Melinda Spohn plans to embark May 5 on a solo cycling trip of roughly 2,500 miles to hear how older Americans are doing.

That’s because Spohn, 67, has worked more than 20 years with adult seniors as a mental-health counselor in Spokane. She directs the Senior Retirement Project, a nonprofit providing low-cost, in-home counseling.

Now, she wants to hear from seniors across the U.S. about how they’re aging, but also how they dealt with COVID-19 isolation. Taking up cycling in her early 50s, Spohn did a 2014 cycle tour to promote senior activity. She encourages older Americans to be active in movement and exercise.
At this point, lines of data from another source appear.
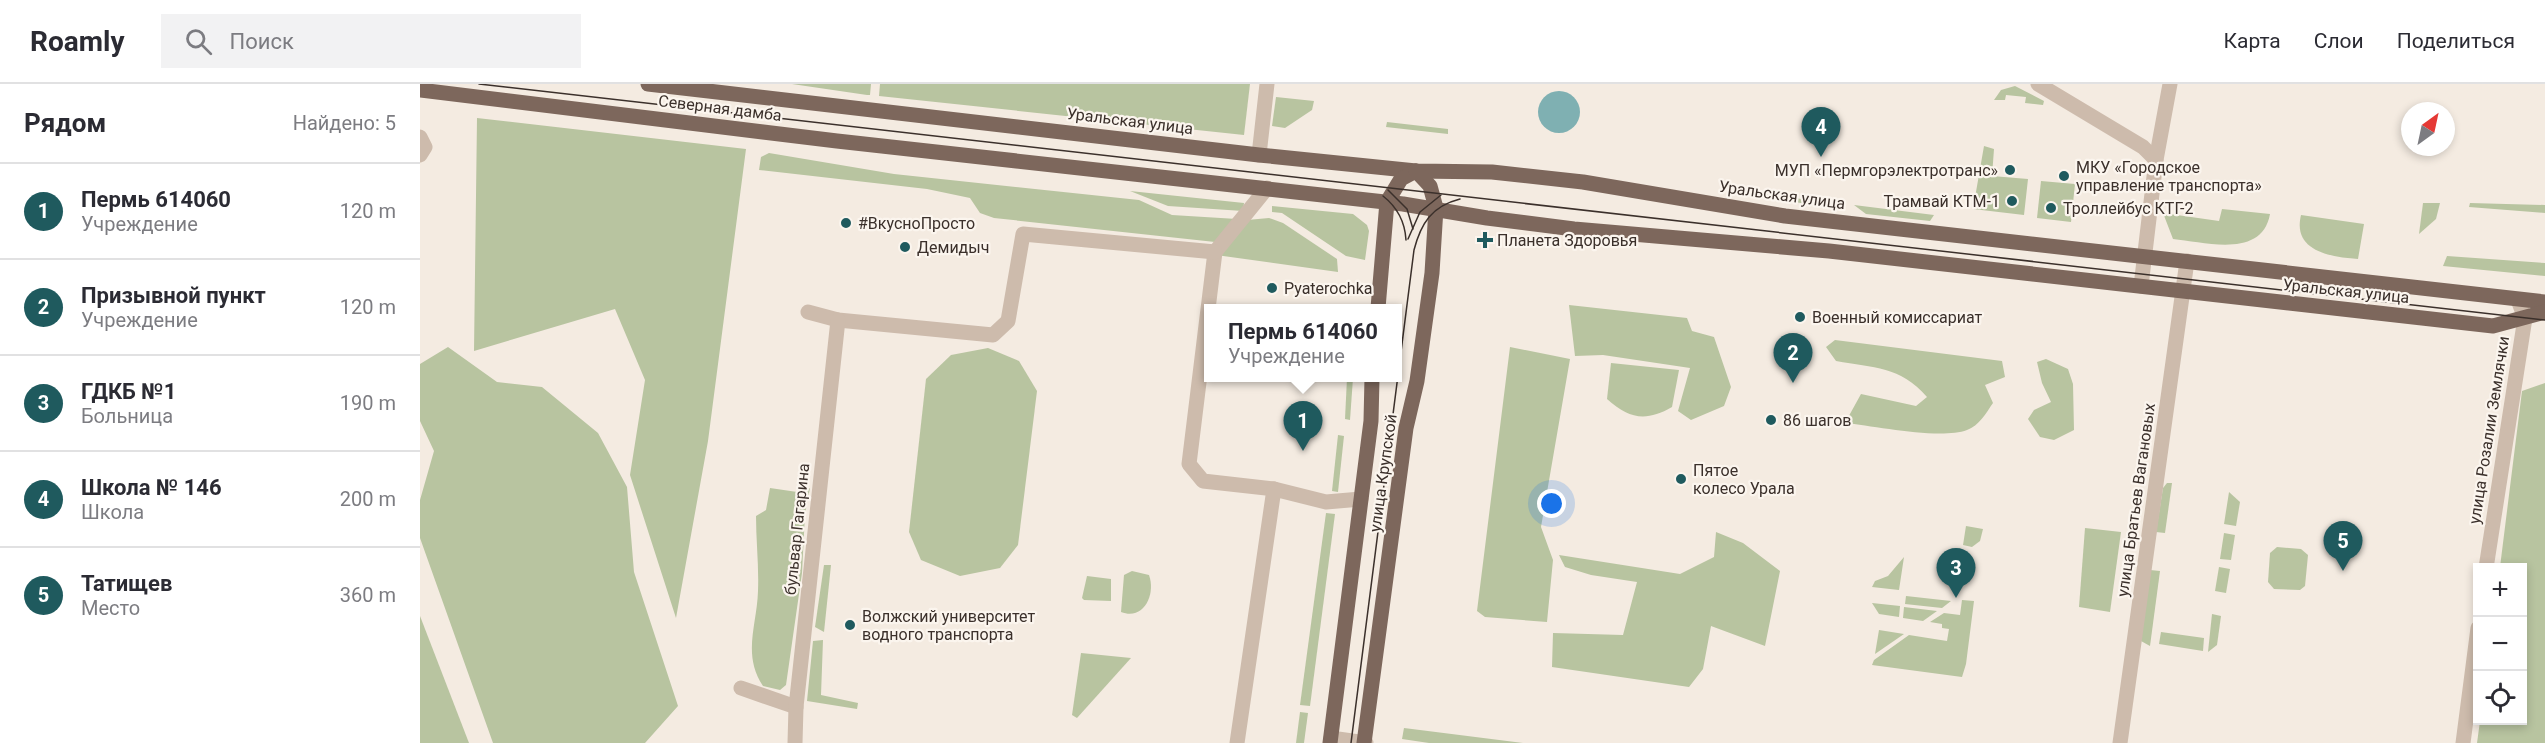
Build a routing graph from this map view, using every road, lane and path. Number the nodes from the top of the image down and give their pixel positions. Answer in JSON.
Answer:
{"nodes":[{"id":1,"x":648,"y":84,"type":"edge"},
{"id":2,"x":1267,"y":84,"type":"edge"},
{"id":3,"x":2038,"y":84,"type":"edge"},
{"id":4,"x":2170,"y":84,"type":"edge"},
{"id":5,"x":420,"y":90,"type":"edge"},
{"id":6,"x":841,"y":106,"type":"joint"},
{"id":7,"x":420,"y":136,"type":"edge"},
{"id":8,"x":837,"y":141,"type":"joint"},
{"id":9,"x":1259,"y":154,"type":"junction"},
{"id":10,"x":420,"y":155,"type":"edge"},
{"id":11,"x":2156,"y":160,"type":"junction"},
{"id":12,"x":1416,"y":171,"type":"junction"},
{"id":13,"x":1267,"y":188,"type":"junction"},
{"id":14,"x":1387,"y":202,"type":"junction"},
{"id":15,"x":1436,"y":208,"type":"junction"},
{"id":16,"x":1215,"y":252,"type":"junction"},
{"id":17,"x":2145,"y":256,"type":"junction"},
{"id":18,"x":2187,"y":261,"type":"junction"},
{"id":19,"x":2141,"y":286,"type":"junction"},
{"id":20,"x":2184,"y":291,"type":"junction"},
{"id":21,"x":2518,"y":300,"type":"junction"},
{"id":22,"x":2545,"y":302,"type":"edge"},
{"id":23,"x":1209,"y":304,"type":"edge"},
{"id":24,"x":1378,"y":304,"type":"edge"},
{"id":25,"x":808,"y":312,"type":"dead end"},
{"id":26,"x":2545,"y":312,"type":"edge"},
{"id":27,"x":2525,"y":318,"type":"junction"},
{"id":28,"x":838,"y":320,"type":"junction"},
{"id":29,"x":1204,"y":342,"type":"edge"},
{"id":30,"x":1372,"y":382,"type":"edge"},
{"id":31,"x":1274,"y":489,"type":"junction"},
{"id":32,"x":1361,"y":499,"type":"junction"},
{"id":33,"x":2487,"y":563,"type":"edge"},
{"id":34,"x":2473,"y":666,"type":"edge"},
{"id":35,"x":741,"y":688,"type":"dead end"},
{"id":36,"x":795,"y":707,"type":"junction"},
{"id":37,"x":1331,"y":740,"type":"edge"},
{"id":38,"x":795,"y":743,"type":"edge"},
{"id":39,"x":1237,"y":743,"type":"edge"},
{"id":40,"x":1364,"y":743,"type":"edge"},
{"id":41,"x":2120,"y":743,"type":"edge"},
{"id":42,"x":2463,"y":743,"type":"edge"}],
"edges":[{"from":1,"to":6,"type":"main road","name":"Северная дамба"},
{"from":2,"to":9,"type":"street"},
{"from":3,"to":11,"type":"street"},
{"from":4,"to":11,"type":"street"},
{"from":5,"to":8,"type":"main road","name":"Северная дамба"},
{"from":6,"to":9,"type":"main road","name":"Уральская улица"},
{"from":7,"to":10,"type":"street"},
{"from":8,"to":13,"type":"main road","name":"Уральская улица"},
{"from":9,"to":12,"type":"main road","name":"Уральская улица"},
{"from":11,"to":17,"type":"street"},
{"from":12,"to":14,"type":"main road"},
{"from":12,"to":15,"type":"main road"},
{"from":12,"to":17,"type":"main road","name":"Уральская улица"},
{"from":13,"to":14,"type":"main road","name":"Уральская улица"},
{"from":13,"to":16,"type":"street"},
{"from":14,"to":15,"type":"main road","name":"Уральская улица"},
{"from":14,"to":24,"type":"main road"},
{"from":15,"to":19,"type":"main road","name":"Уральская улица"},
{"from":15,"to":40,"type":"main road","name":"улица Крупской"},
{"from":16,"to":23,"type":"street"},
{"from":16,"to":28,"type":"street"},
{"from":17,"to":18,"type":"main road","name":"Уральская улица"},
{"from":17,"to":19,"type":"street"},
{"from":18,"to":20,"type":"street","name":"улица Братьев Вагановых"},
{"from":18,"to":21,"type":"main road","name":"Уральская улица"},
{"from":19,"to":20,"type":"main road","name":"Уральская улица"},
{"from":20,"to":27,"type":"main road","name":"Уральская улица"},
{"from":20,"to":41,"type":"street","name":"улица Братьев Вагановых"},
{"from":21,"to":22,"type":"main road","name":"Уральская улица"},
{"from":21,"to":27,"type":"street","name":"улица Розалии Землячки"},
{"from":25,"to":28,"type":"street"},
{"from":26,"to":27,"type":"main road","name":"Уральская улица"},
{"from":27,"to":33,"type":"street","name":"улица Розалии Землячки"},
{"from":28,"to":36,"type":"street","name":"бульвар Гагарина"},
{"from":29,"to":31,"type":"street"},
{"from":30,"to":32,"type":"main road","name":"улица Крупской"},
{"from":31,"to":32,"type":"street"},
{"from":31,"to":39,"type":"street"},
{"from":32,"to":37,"type":"main road","name":"улица Крупской"},
{"from":34,"to":42,"type":"street"},
{"from":35,"to":36,"type":"street"},
{"from":36,"to":38,"type":"street","name":"бульвар Гагарина"},
{"from":37,"to":40,"type":"street"}]}
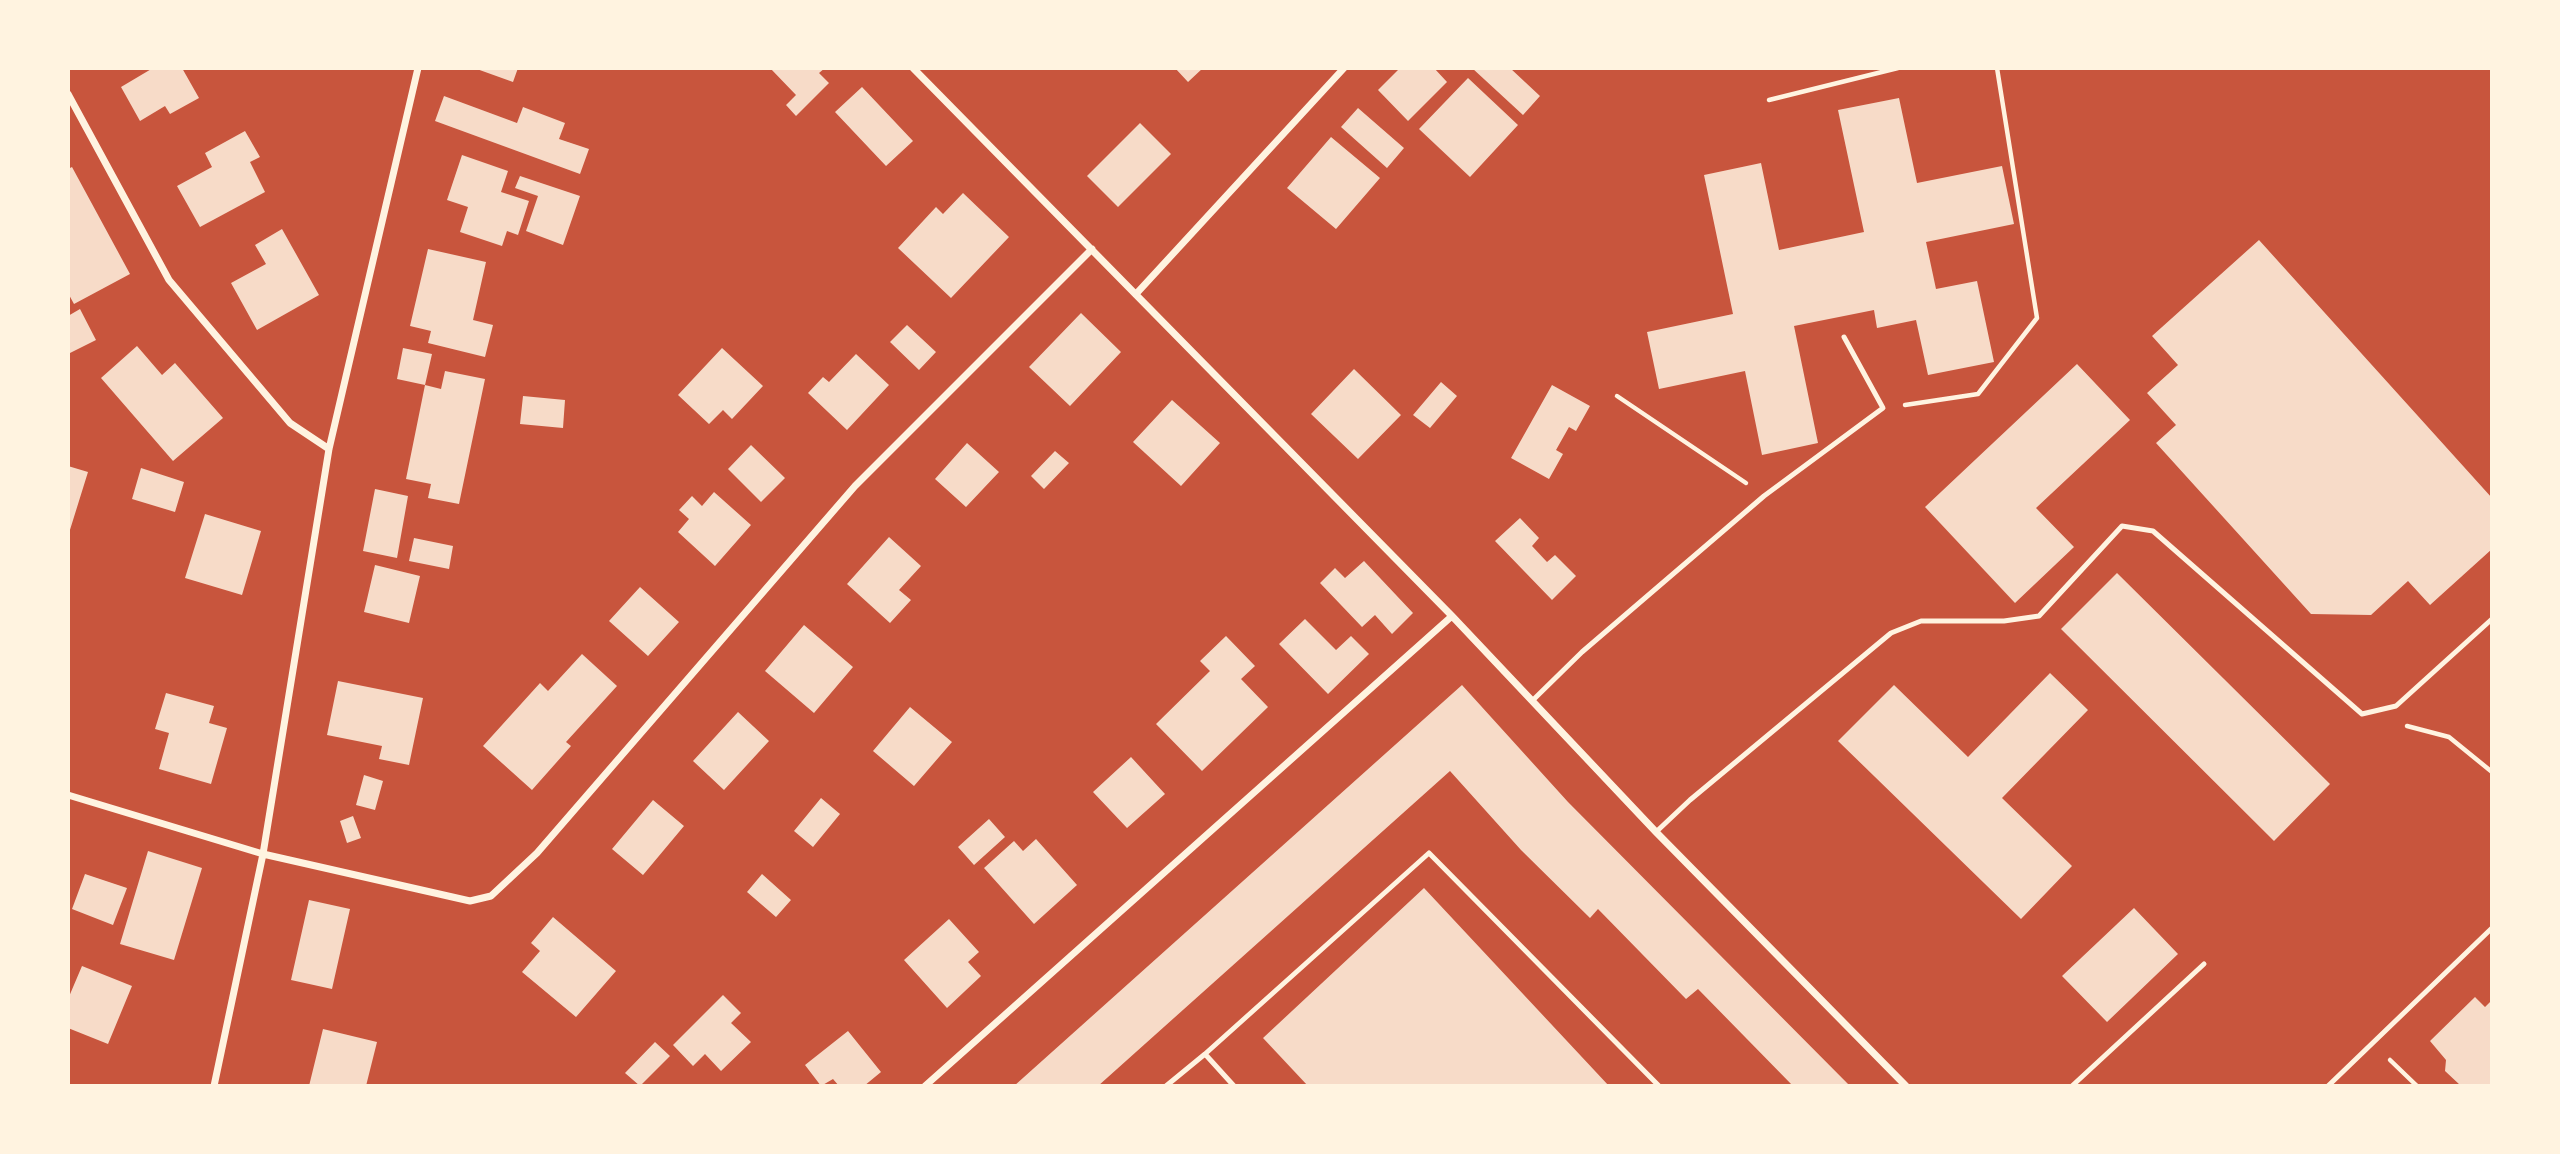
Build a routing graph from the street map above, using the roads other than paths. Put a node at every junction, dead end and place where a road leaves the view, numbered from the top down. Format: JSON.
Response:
{"nodes":[{"id":1,"x":418,"y":68,"type":"edge"},
{"id":2,"x":913,"y":68,"type":"edge"},
{"id":3,"x":1344,"y":68,"type":"edge"},
{"id":4,"x":68,"y":94,"type":"edge"},
{"id":5,"x":1092,"y":249,"type":"junction"},
{"id":6,"x":1136,"y":294,"type":"junction"},
{"id":7,"x":1844,"y":337,"type":"dead end"},
{"id":8,"x":329,"y":449,"type":"junction"},
{"id":9,"x":1451,"y":616,"type":"junction"},
{"id":10,"x":2492,"y":619,"type":"edge"},
{"id":11,"x":1532,"y":701,"type":"junction"},
{"id":12,"x":68,"y":795,"type":"edge"},
{"id":13,"x":1657,"y":832,"type":"junction"},
{"id":14,"x":263,"y":854,"type":"junction"},
{"id":15,"x":2492,"y":928,"type":"edge"},
{"id":16,"x":2204,"y":964,"type":"dead end"},
{"id":17,"x":1205,"y":1054,"type":"junction"},
{"id":18,"x":214,"y":1086,"type":"edge"},
{"id":19,"x":925,"y":1086,"type":"edge"},
{"id":20,"x":1166,"y":1086,"type":"edge"},
{"id":21,"x":1234,"y":1086,"type":"edge"},
{"id":22,"x":1659,"y":1086,"type":"edge"},
{"id":23,"x":1906,"y":1086,"type":"edge"},
{"id":24,"x":2072,"y":1086,"type":"edge"},
{"id":25,"x":2328,"y":1086,"type":"edge"}],
"edges":[{"from":1,"to":8,"type":"street"},
{"from":2,"to":5,"type":"street"},
{"from":3,"to":6,"type":"street"},
{"from":4,"to":8,"type":"street"},
{"from":5,"to":6,"type":"street"},
{"from":5,"to":14,"type":"street"},
{"from":6,"to":9,"type":"street"},
{"from":7,"to":11,"type":"lane"},
{"from":8,"to":14,"type":"street"},
{"from":9,"to":11,"type":"street"},
{"from":9,"to":19,"type":"street"},
{"from":10,"to":13,"type":"lane"},
{"from":11,"to":13,"type":"street"},
{"from":12,"to":14,"type":"street"},
{"from":13,"to":23,"type":"street"},
{"from":14,"to":18,"type":"street"},
{"from":15,"to":25,"type":"lane"},
{"from":16,"to":24,"type":"lane"},
{"from":17,"to":20,"type":"lane"},
{"from":17,"to":21,"type":"lane"},
{"from":17,"to":22,"type":"lane"}]}
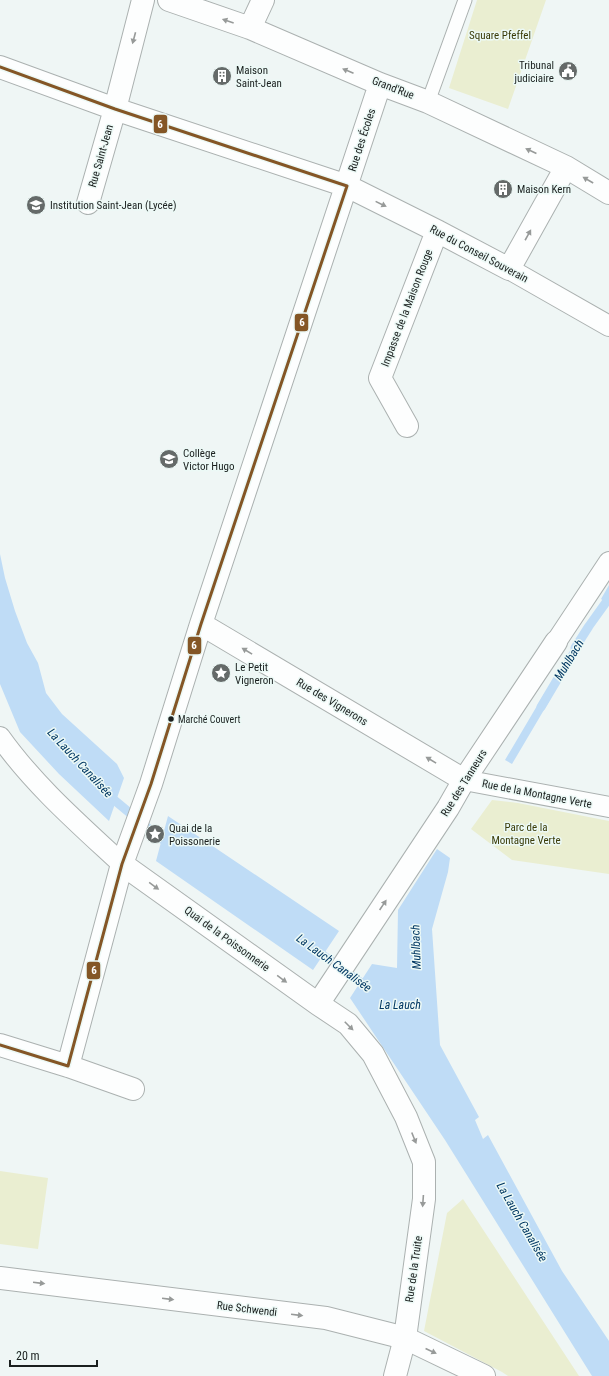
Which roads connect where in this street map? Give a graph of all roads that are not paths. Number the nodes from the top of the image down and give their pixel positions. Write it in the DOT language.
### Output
graph roads {
  1 [pos="144,0"];
  2 [pos="169,0"];
  3 [pos="263,0"];
  4 [pos="465,0"];
  5 [pos="250,28"];
  6 [pos="0,67"];
  7 [pos="380,84"];
  8 [pos="428,102"];
  9 [pos="115,110"];
  10 [pos="566,168"];
  11 [pos="346,186"];
  12 [pos="609,192"];
  13 [pos="88,203"];
  14 [pos="437,231"];
  15 [pos="509,269"];
  16 [pos="609,326"];
  17 [pos="407,426"];
  18 [pos="609,562"];
  19 [pos="201,624"];
  20 [pos="556,642"];
  21 [pos="0,737"];
  22 [pos="464,780"];
  23 [pos="608,806"];
  24 [pos="125,856"];
  25 [pos="322,998"];
  26 [pos="0,1045"];
  27 [pos="68,1066"];
  28 [pos="133,1089"];
  29 [pos="424,1162"];
  30 [pos="0,1278"];
  31 [pos="404,1338"];
  32 [pos="395,1376"];
  33 [pos="484,1376"];
  1 -- 9 [label="street, one-way"];
  5 -- 2 [label="street, Grand'Rue, one-way"];
  3 -- 5 [label="street"];
  4 -- 8 [label="lane"];
  7 -- 5 [label="street, Grand'Rue, one-way"];
  6 -- 9 [label="street, Rue Saint-Jean"];
  7 -- 8 [label="street, Grand'Rue"];
  7 -- 11 [label="street, Rue des Écoles"];
  10 -- 8 [label="street, Grand'Rue, one-way"];
  9 -- 11 [label="street, Rue Saint-Jean"];
  9 -- 13 [label="street, Rue Saint-Jean"];
  12 -- 10 [label="street, Grand'Rue, one-way"];
  15 -- 10 [label="street, one-way"];
  11 -- 14 [label="street, Rue du Conseil Souverain, one-way"];
  11 -- 19 [label="street, Rue des Écoles"];
  14 -- 15 [label="street, Rue du Conseil Souverain"];
  14 -- 17 [label="street, Impasse de la Maison Rouge"];
  15 -- 16 [label="street, Rue du Conseil Souverain"];
  18 -- 20 [label="street, Rue des Tanneurs"];
  22 -- 19 [label="street, Rue des Vignerons, one-way"];
  19 -- 24 [label="street, Rue des Écoles"];
  20 -- 22 [label="street, Rue des Tanneurs"];
  21 -- 24 [label="street, Quai de la Poissonnerie"];
  22 -- 23 [label="street, Rue de la Montagne Verte"];
  25 -- 22 [label="street, Rue des Tanneurs, one-way"];
  24 -- 25 [label="street, Quai de la Poissonnerie, one-way"];
  24 -- 27 [label="street, Rue des Écoles"];
  25 -- 29 [label="street, Quai de la Poissonnerie, one-way"];
  26 -- 27 [label="street"];
  27 -- 28 [label="street"];
  29 -- 31 [label="street, Rue de la Truite, one-way"];
  30 -- 31 [label="street, Rue Schwendi, one-way"];
  31 -- 32 [label="street, Rue de la Truite"];
  31 -- 33 [label="street, Rue Schwendi, one-way"];
}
She’s decided this trip had to be now — while she is physically able to — and because of this past year.

“On this journey, I will be visiting with older adults on the back roads and small towns of this country to gain their perspective of aging in America, how they have coped with COVID isolation and explore the topic of finding or maintaining purpose as we age,” Spohn said.

Her overall goal is to bring awareness to the mental-health needs of the senior population. She wants to learn from them and blog about some of her findings during the trip at twowheelphilosophizing.wordpress.com. Spohn also hopes to use some of the trip’s material to write a book or media articles.

“I want to get a pulse of the seniors across the country. What are they feeling about this (pandemic)? How have they dealt with this? What are their fears?”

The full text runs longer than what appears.